Question

practice 6 (from unit 4, lesson 12)
a regular hexagon and a regular octagon are both inscribed in the same circle. which of these statements is true?
a the perimeter of the hexagon is less than the perimeter of the octagon, and each perimeter is less than the circumference of the circle.
b the perimeter of the octagon is less than the perimeter of the hexagon, and each perimeter is less than the circumference of the circle.
c the perimeter of the hexagon is greater than the perimeter of the octagon, and each perimeter is greater than the circumference of the circle.
d the perimeter of the octagon is greater than the perimeter of the hexagon, and each perimeter is greater than the circumference of the circle.

Explanation:

1. For a regular polygon inscribed in a circle, the more sides the polygon has, the closer its perimeter is to the circle's circumference, and the longer its perimeter (because each side length is related to the chord length, and more sides with appropriate chord lengths sum to a longer perimeter as the number of sides increases, approaching the circumference).
2. A regular hexagon has 6 sides, a regular octagon has 8 sides.

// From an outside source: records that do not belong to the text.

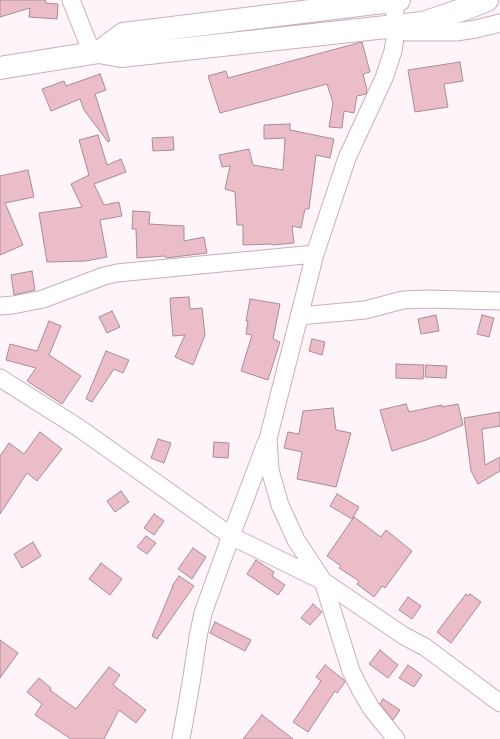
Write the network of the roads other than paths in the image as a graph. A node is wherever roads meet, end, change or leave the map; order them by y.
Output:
1 (71, 0) edge
2 (397, 0) edge
3 (487, 0) edge
4 (500, 23) edge
5 (396, 29) junction
6 (96, 53) junction
7 (0, 68) edge
8 (315, 254) junction
9 (500, 301) edge
10 (0, 306) edge
11 (299, 316) junction
12 (0, 378) edge
13 (268, 439) junction
14 (231, 536) junction
15 (323, 581) junction
16 (500, 703) edge
17 (181, 739) edge
18 (396, 739) edge

1 - 6 street
2 - 5 street
2 - 6 main road
3 - 5 main road
4 - 5 street
5 - 6 main road
5 - 8 street
6 - 7 main road
8 - 10 street
8 - 11 street
9 - 11 street
11 - 13 street
12 - 14 street
13 - 14 street
13 - 15 street
14 - 15 street
14 - 17 street
15 - 16 street
15 - 18 street

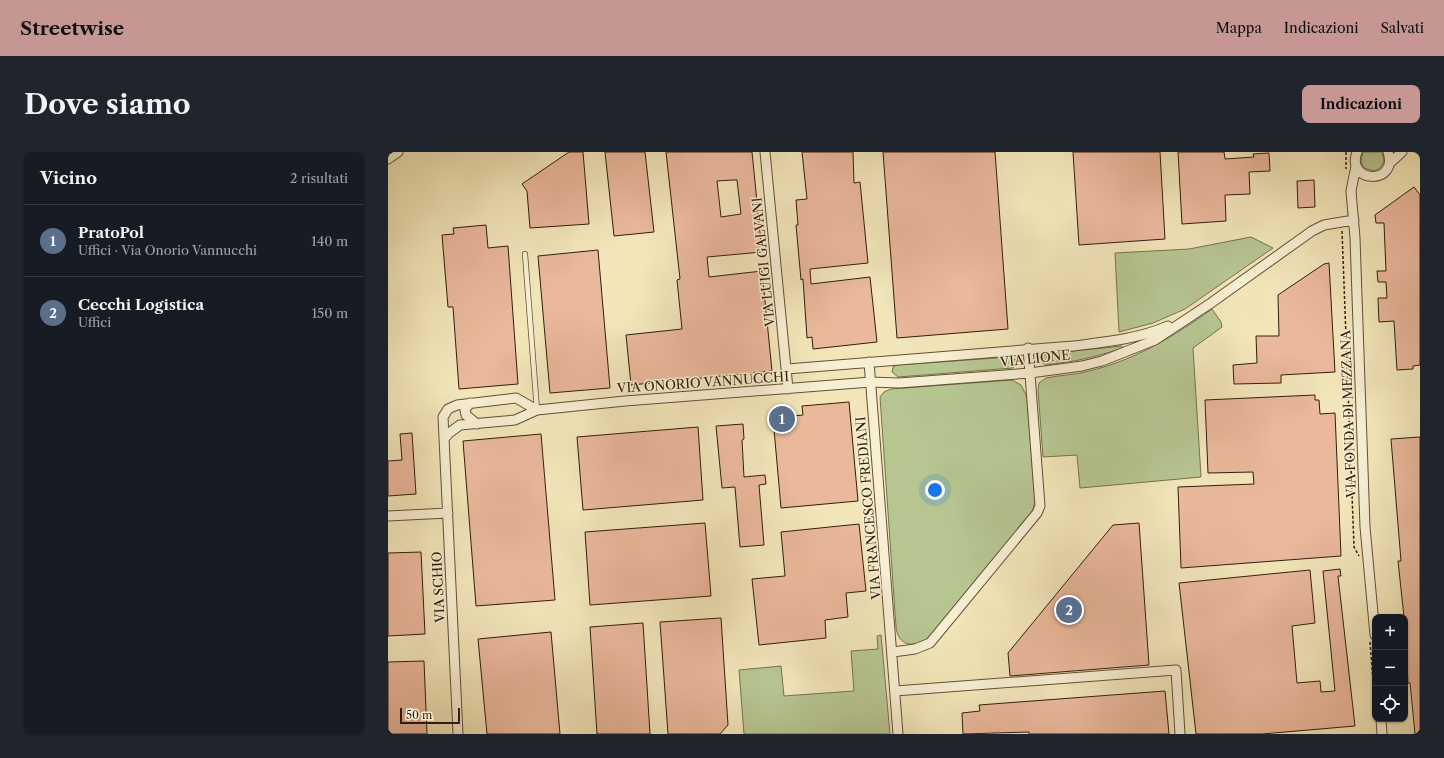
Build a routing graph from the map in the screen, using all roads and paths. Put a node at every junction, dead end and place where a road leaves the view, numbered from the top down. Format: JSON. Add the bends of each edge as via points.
{"nodes":[{"id":1,"x":398,"y":152,"type":"edge"},
{"id":2,"x":765,"y":152,"type":"edge"},
{"id":3,"x":1357,"y":152,"type":"edge"},
{"id":4,"x":1388,"y":152,"type":"edge"},
{"id":5,"x":1402,"y":152,"type":"edge"},
{"id":6,"x":388,"y":159,"type":"edge"},
{"id":7,"x":1390,"y":163,"type":"junction"},
{"id":8,"x":1356,"y":166,"type":"junction"},
{"id":9,"x":1367,"y":176,"type":"junction"},
{"id":10,"x":1351,"y":191,"type":"junction"},
{"id":11,"x":1354,"y":220,"type":"junction"},
{"id":12,"x":525,"y":254,"type":"dead end"},
{"id":13,"x":1189,"y":316,"type":"junction"},
{"id":14,"x":1028,"y":348,"type":"junction"},
{"id":15,"x":869,"y":362,"type":"junction"},
{"id":16,"x":786,"y":369,"type":"junction"},
{"id":17,"x":1030,"y":373,"type":"junction"},
{"id":18,"x":871,"y":382,"type":"junction"},
{"id":19,"x":788,"y":389,"type":"junction"},
{"id":20,"x":470,"y":403,"type":"junction"},
{"id":21,"x":537,"y":410,"type":"junction"},
{"id":22,"x":477,"y":424,"type":"junction"},
{"id":23,"x":444,"y":439,"type":"junction"},
{"id":24,"x":448,"y":513,"type":"junction"},
{"id":25,"x":388,"y":516,"type":"edge"},
{"id":26,"x":1373,"y":614,"type":"edge"},
{"id":27,"x":893,"y":652,"type":"junction"},
{"id":28,"x":894,"y":691,"type":"junction"},
{"id":29,"x":1381,"y":722,"type":"edge"},
{"id":30,"x":458,"y":734,"type":"edge"},
{"id":31,"x":898,"y":734,"type":"edge"},
{"id":32,"x":1180,"y":734,"type":"edge"},
{"id":33,"x":1382,"y":734,"type":"edge"}],
"edges":[{"from":1,"to":6,"type":"street"},
{"from":2,"to":16,"type":"street","name":"VIA LUIGI GALVANI"},
{"from":3,"to":8,"type":"street","name":"VIA FONDA DI MEZZANA"},
{"from":4,"to":7,"type":"street"},
{"from":5,"to":7,"type":"street"},
{"from":7,"to":9,"type":"street","via":[[1382,174]]},
{"from":8,"to":9,"type":"street"},
{"from":8,"to":10,"type":"street","name":"VIA FONDA DI MEZZANA"},
{"from":9,"to":10,"type":"street"},
{"from":10,"to":11,"type":"street","name":"VIA FONDA DI MEZZANA"},
{"from":11,"to":13,"type":"street","name":"VIA LIONE","via":[[1324,225],[1312,231]]},
{"from":11,"to":26,"type":"street","name":"VIA FONDA DI MEZZANA","via":[[1365,527]]},
{"from":12,"to":21,"type":"lane"},
{"from":13,"to":14,"type":"street","name":"VIA LIONE","via":[[1154,332],[1118,340]]},
{"from":13,"to":17,"type":"street","name":"VIA LIONE","via":[[1155,340],[1108,359],[1082,366]]},
{"from":14,"to":15,"type":"street","name":"VIA LIONE"},
{"from":14,"to":17,"type":"street"},
{"from":15,"to":16,"type":"street","name":"VIA ONORIO VANNUCCHI"},
{"from":15,"to":18,"type":"street","name":"VIA FRANCESCO FREDIANI"},
{"from":16,"to":19,"type":"street","name":"VIA LUIGI GALVANI"},
{"from":17,"to":18,"type":"street","name":"VIA LIONE","via":[[899,383]]},
{"from":17,"to":27,"type":"street","via":[[1040,506],[1037,513],[930,643],[915,649]]},
{"from":18,"to":19,"type":"street","name":"VIA ONORIO VANNUCCHI"},
{"from":18,"to":27,"type":"street","name":"VIA FRANCESCO FREDIANI"},
{"from":19,"to":21,"type":"street","name":"VIA ONORIO VANNUCCHI"},
{"from":20,"to":21,"type":"street","via":[[516,398]]},
{"from":20,"to":22,"type":"street","via":[[465,410],[466,415]]},
{"from":20,"to":23,"type":"street","via":[[457,404],[445,413]]},
{"from":21,"to":22,"type":"street","name":"VIA ONORIO VANNUCCHI","via":[[515,420]]},
{"from":22,"to":23,"type":"street","name":"VIA ONORIO VANNUCCHI","via":[[460,425]]},
{"from":23,"to":24,"type":"street","name":"VIA SCHIO"},
{"from":24,"to":25,"type":"street"},
{"from":24,"to":30,"type":"street","name":"VIA SCHIO"},
{"from":27,"to":28,"type":"street","name":"VIA FRANCESCO FREDIANI"},
{"from":28,"to":31,"type":"street","name":"VIA FRANCESCO FREDIANI"},
{"from":28,"to":32,"type":"street","via":[[1176,670]]},
{"from":29,"to":33,"type":"street"}]}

So the octagon has more sides, so its perimeter is longer than the hexagon's.
3. Also, the perimeter of any regular polygon inscribed in a circle is less than the circumference of the circle (since the polygon is inside the circle, and the circumference is the length around the circle, while the polygon's perimeter is a polygonal path inside, with each side being a chord, and the sum of chords is less than the arc length around the circle, and summing all arcs gives the circumference). So the hexagon's perimeter < octagon's perimeter < circumference of the circle. Wait, no—wait, as the number of sides increases, the perimeter approaches the circumference. So a hexagon (6 sides) has a perimeter less than an octagon (8 sides), and both are less than the circumference? Wait, no—wait, when you inscribe a polygon in a circle, the perimeter of the polygon is the sum of the chord lengths. The length of a chord is less than the length of the corresponding arc (since the chord is a straight line, the arc is curved, and the shortest path between two points on a circle is the chord, but the arc length is longer? Wait, no—wait, the chord length is \( 2r\sin(\frac{\pi}{n}) \) for a regular \( n \)-gon inscribed in a circle of radius \( r \), and the arc length is \( r\theta \) where \( \theta=\frac{2\pi}{n} \), so chord length is \( 2r\sin(\frac{\pi}{n}) \), arc length is \( \frac{2\pi r}{n} \). Let's compare chord length and arc length: \( \sin(x) < x \) for \( x>0 \), so \( 2r\sin(\frac{\pi}{n}) < 2r \cdot \frac{\pi}{n} \), so chord length < arc length. Then the perimeter of the polygon is \( n \times \) chord length \( = 2nr\sin(\frac{\pi}{n}) \), and the circumference is \( 2\pi r \). Let's check for \( n = 6 \): perimeter \( = 6 \times 2r\sin(\frac{\pi}{6}) = 6 \times 2r \times 0.5 = 6r \). Circumference is \( 2\pi r \approx 6.28r \). So hexagon perimeter \( 6r < 6.28r \) (circumference). For \( n = 8 \): perimeter \( = 8 \times 2r\sin(\frac{\pi}{8}) \approx 8 \times 2r \times 0.3827 \approx 6.123r \). Wait, that's more than 6r (hexagon's 6r). So octagon perimeter (≈6.123r) is more than hexagon's (6r), and both are less than circumference (≈6.28r). So the correct statement is that the perimeter of the hexagon is less than the perimeter of the octagon, and each perimeter is less than the circumference of the circle. So option A.

Answer:

A. The perimeter of the hexagon is less than the perimeter of the octagon, and each perimeter is less than the circumference of the circle.